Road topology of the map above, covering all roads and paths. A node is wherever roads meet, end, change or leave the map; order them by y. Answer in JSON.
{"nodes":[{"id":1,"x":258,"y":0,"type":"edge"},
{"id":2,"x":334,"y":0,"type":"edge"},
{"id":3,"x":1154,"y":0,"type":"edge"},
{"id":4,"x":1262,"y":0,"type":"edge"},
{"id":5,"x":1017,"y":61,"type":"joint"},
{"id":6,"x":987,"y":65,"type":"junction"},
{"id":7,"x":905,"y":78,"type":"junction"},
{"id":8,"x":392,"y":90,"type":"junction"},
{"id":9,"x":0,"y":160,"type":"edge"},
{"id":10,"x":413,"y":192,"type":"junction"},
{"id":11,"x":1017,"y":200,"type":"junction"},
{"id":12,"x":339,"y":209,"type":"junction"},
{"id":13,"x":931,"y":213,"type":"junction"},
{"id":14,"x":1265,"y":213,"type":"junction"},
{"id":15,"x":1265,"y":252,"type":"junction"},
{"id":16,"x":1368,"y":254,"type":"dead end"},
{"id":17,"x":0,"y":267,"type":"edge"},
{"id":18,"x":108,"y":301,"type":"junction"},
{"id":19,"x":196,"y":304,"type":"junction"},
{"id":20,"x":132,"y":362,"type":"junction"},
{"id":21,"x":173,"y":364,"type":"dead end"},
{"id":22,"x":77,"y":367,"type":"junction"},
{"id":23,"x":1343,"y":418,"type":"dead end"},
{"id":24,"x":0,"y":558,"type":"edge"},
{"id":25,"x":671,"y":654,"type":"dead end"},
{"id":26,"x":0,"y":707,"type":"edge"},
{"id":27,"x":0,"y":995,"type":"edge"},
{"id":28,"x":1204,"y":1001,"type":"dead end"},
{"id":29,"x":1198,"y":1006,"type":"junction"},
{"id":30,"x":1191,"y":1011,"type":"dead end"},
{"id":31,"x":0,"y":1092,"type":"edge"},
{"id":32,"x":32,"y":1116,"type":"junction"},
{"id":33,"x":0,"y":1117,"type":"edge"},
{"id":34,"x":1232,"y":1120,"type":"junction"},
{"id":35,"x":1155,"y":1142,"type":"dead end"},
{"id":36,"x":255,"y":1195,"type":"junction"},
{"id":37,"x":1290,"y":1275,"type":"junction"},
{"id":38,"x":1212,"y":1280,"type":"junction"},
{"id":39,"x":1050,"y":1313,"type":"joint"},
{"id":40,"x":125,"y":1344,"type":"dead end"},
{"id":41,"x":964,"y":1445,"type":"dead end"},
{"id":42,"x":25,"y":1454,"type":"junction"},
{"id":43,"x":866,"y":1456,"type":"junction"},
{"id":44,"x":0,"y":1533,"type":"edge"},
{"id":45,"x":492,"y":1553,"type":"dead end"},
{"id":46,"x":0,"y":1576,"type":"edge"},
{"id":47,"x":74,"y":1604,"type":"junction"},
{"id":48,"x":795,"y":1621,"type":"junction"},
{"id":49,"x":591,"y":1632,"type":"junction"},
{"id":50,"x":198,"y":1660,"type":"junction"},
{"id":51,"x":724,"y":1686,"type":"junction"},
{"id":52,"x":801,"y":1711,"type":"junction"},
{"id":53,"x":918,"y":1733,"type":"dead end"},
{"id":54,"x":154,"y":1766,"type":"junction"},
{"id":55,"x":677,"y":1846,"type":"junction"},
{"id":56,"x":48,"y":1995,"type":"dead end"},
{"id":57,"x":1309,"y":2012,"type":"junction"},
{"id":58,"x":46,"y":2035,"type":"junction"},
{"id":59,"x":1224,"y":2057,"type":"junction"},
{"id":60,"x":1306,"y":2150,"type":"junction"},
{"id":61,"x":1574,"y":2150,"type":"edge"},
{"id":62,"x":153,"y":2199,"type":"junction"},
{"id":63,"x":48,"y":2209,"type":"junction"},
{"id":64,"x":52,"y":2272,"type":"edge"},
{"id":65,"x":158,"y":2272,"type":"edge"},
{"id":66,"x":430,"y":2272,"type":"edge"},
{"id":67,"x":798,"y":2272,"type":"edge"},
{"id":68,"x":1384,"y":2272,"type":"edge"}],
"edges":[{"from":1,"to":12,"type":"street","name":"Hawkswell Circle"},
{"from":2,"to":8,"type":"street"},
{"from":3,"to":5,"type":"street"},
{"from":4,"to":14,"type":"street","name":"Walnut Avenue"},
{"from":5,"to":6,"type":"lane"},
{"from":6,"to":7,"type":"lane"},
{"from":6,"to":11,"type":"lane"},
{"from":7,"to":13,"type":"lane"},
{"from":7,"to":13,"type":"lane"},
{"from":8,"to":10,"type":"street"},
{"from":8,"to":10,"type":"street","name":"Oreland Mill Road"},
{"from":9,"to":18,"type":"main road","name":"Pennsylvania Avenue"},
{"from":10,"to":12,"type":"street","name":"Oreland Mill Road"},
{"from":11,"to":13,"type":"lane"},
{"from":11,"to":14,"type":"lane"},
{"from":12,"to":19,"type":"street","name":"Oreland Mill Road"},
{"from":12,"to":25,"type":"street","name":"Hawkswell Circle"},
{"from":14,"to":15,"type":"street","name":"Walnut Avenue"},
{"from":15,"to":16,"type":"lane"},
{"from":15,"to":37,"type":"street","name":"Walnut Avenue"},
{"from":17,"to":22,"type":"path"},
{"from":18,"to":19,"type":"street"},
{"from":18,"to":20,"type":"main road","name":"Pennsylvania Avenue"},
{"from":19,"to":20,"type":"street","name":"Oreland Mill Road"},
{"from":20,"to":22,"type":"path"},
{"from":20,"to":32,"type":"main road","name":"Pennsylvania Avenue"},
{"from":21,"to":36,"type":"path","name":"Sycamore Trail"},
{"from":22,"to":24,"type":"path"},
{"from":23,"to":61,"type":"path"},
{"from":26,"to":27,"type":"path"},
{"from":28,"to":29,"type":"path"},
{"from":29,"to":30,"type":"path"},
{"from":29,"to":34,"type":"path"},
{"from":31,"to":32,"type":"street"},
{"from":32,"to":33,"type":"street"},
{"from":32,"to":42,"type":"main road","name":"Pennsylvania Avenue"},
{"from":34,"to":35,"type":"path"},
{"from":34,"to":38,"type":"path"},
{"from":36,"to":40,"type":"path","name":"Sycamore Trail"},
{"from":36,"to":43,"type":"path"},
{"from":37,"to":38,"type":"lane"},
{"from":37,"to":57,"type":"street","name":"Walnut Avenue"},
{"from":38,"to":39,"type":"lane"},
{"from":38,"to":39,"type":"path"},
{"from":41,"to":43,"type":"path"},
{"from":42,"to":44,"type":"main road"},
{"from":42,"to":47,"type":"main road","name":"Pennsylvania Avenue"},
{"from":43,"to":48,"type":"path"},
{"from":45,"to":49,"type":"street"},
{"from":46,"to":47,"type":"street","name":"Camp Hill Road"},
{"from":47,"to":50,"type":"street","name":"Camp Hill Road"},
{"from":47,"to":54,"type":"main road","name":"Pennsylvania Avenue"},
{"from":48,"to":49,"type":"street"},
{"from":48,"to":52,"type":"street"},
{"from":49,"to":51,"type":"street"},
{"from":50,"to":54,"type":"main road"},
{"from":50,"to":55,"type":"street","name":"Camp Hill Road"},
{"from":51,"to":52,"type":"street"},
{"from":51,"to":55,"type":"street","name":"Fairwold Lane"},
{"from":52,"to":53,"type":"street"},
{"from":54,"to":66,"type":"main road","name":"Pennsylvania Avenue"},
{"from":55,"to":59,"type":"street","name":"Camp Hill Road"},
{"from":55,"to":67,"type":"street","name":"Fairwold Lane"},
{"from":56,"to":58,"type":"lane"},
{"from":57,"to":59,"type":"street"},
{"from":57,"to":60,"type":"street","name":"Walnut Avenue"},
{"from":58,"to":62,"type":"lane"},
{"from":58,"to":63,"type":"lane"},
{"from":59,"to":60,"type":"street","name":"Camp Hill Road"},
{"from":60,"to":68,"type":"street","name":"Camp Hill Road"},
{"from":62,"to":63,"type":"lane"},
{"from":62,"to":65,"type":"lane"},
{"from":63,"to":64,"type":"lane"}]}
============
### WORK ORDER
Check each line of the material for the string "joint" and state how many lines contain it, with only the number as the answer.

### ANSWER FOR THIS EXERCISE
2